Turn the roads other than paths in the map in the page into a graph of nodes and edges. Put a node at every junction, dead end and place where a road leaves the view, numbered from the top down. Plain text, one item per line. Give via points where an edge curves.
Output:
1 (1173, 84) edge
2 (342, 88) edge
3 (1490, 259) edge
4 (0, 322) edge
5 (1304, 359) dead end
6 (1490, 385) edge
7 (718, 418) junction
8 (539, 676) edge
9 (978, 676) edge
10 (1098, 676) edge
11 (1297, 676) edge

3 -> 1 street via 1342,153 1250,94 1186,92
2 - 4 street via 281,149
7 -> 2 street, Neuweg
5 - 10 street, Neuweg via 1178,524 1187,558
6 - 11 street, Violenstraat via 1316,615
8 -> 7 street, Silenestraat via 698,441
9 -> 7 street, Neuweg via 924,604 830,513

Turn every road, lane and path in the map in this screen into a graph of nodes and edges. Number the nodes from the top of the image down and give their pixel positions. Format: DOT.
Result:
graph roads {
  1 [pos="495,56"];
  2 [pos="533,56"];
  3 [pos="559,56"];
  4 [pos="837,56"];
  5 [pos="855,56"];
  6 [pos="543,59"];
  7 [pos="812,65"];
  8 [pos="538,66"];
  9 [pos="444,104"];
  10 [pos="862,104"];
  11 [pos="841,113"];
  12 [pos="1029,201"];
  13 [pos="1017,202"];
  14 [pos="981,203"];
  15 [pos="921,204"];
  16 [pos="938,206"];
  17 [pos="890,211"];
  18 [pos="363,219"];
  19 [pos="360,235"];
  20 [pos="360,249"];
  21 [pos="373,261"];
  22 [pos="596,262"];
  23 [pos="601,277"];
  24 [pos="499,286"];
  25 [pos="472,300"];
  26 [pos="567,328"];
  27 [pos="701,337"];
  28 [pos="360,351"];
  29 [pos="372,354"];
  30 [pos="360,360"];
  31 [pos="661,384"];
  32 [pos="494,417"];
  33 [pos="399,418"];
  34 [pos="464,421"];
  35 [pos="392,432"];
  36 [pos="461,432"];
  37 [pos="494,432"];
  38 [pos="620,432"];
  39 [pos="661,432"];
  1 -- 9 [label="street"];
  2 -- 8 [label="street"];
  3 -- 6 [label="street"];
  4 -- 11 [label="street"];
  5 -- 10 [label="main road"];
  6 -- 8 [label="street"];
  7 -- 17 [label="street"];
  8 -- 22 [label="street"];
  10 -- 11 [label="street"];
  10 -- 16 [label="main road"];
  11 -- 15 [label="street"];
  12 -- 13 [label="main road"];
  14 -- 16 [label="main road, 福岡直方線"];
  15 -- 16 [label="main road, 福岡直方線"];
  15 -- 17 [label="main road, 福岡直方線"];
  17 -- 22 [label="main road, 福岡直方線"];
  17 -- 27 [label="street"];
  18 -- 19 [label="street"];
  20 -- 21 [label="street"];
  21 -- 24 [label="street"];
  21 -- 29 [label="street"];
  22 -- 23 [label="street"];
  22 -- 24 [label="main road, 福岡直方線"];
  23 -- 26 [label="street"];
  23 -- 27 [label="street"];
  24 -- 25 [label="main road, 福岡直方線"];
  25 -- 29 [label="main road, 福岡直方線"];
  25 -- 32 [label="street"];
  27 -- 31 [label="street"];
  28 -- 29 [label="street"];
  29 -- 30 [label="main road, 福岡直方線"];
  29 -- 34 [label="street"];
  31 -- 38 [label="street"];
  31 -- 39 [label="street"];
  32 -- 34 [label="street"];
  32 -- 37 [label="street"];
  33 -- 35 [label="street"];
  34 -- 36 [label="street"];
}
____
■ ASSIGNMENT
Search the entries for the word "into" and show every line that has it.

■ WRITTEN RESPONSE
Turn the roads other than paths in the map in the page into a graph of nodes and edges. Put a node at every junction, dead end and place where a road leaves the view, numbered from the top down. Plain text, one item per line. Give via points where an edge curves.
Turn every road, lane and path in the map in this screen into a graph of nodes and edges. Number the nodes from the top of the image down and give their pixel positions. Format: DOT.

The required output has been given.